• **WORK INSTRUCTION**: The required answer is a copy of each line in the entries below that includes "Gaziantep".

• • • • •

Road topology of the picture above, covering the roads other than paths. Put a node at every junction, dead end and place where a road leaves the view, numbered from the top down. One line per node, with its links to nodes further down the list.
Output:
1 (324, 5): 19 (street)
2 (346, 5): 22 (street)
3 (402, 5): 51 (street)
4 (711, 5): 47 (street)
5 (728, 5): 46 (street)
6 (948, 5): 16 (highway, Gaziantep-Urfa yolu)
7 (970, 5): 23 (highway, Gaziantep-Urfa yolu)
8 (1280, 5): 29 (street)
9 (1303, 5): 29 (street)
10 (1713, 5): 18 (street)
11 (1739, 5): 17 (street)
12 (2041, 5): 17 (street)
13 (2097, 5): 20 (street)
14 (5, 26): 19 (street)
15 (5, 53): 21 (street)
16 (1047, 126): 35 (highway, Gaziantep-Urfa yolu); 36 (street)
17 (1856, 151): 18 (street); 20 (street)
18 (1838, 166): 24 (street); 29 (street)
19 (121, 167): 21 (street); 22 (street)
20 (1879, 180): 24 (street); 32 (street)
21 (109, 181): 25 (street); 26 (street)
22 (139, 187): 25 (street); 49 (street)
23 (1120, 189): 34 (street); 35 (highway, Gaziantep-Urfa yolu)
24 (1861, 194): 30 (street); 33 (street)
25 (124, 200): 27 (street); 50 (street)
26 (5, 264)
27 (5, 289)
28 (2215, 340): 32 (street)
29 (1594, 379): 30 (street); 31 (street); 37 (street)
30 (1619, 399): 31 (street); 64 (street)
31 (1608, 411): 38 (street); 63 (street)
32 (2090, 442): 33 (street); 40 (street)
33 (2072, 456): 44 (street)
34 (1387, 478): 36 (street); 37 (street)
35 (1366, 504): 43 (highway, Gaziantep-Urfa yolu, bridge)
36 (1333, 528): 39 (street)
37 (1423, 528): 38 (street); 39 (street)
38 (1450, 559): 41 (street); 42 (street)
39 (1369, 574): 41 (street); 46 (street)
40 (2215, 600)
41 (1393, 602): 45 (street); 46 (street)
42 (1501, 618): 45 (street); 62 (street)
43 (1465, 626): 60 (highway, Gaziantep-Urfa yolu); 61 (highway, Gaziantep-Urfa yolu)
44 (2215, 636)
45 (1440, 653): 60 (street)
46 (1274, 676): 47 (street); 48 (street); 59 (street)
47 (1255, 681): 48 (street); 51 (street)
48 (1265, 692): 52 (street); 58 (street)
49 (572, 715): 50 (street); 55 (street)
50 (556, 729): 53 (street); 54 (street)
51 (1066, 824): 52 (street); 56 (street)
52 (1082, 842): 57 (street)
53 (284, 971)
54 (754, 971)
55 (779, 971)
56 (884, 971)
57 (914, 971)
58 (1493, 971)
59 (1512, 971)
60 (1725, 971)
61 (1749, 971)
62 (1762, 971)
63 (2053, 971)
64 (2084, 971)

• • • • •

• **RESPONSE**:
6 (948, 5): 16 (highway, Gaziantep-Urfa yolu)
7 (970, 5): 23 (highway, Gaziantep-Urfa yolu)
16 (1047, 126): 35 (highway, Gaziantep-Urfa yolu); 36 (street)
23 (1120, 189): 34 (street); 35 (highway, Gaziantep-Urfa yolu)
35 (1366, 504): 43 (highway, Gaziantep-Urfa yolu, bridge)
43 (1465, 626): 60 (highway, Gaziantep-Urfa yolu); 61 (highway, Gaziantep-Urfa yolu)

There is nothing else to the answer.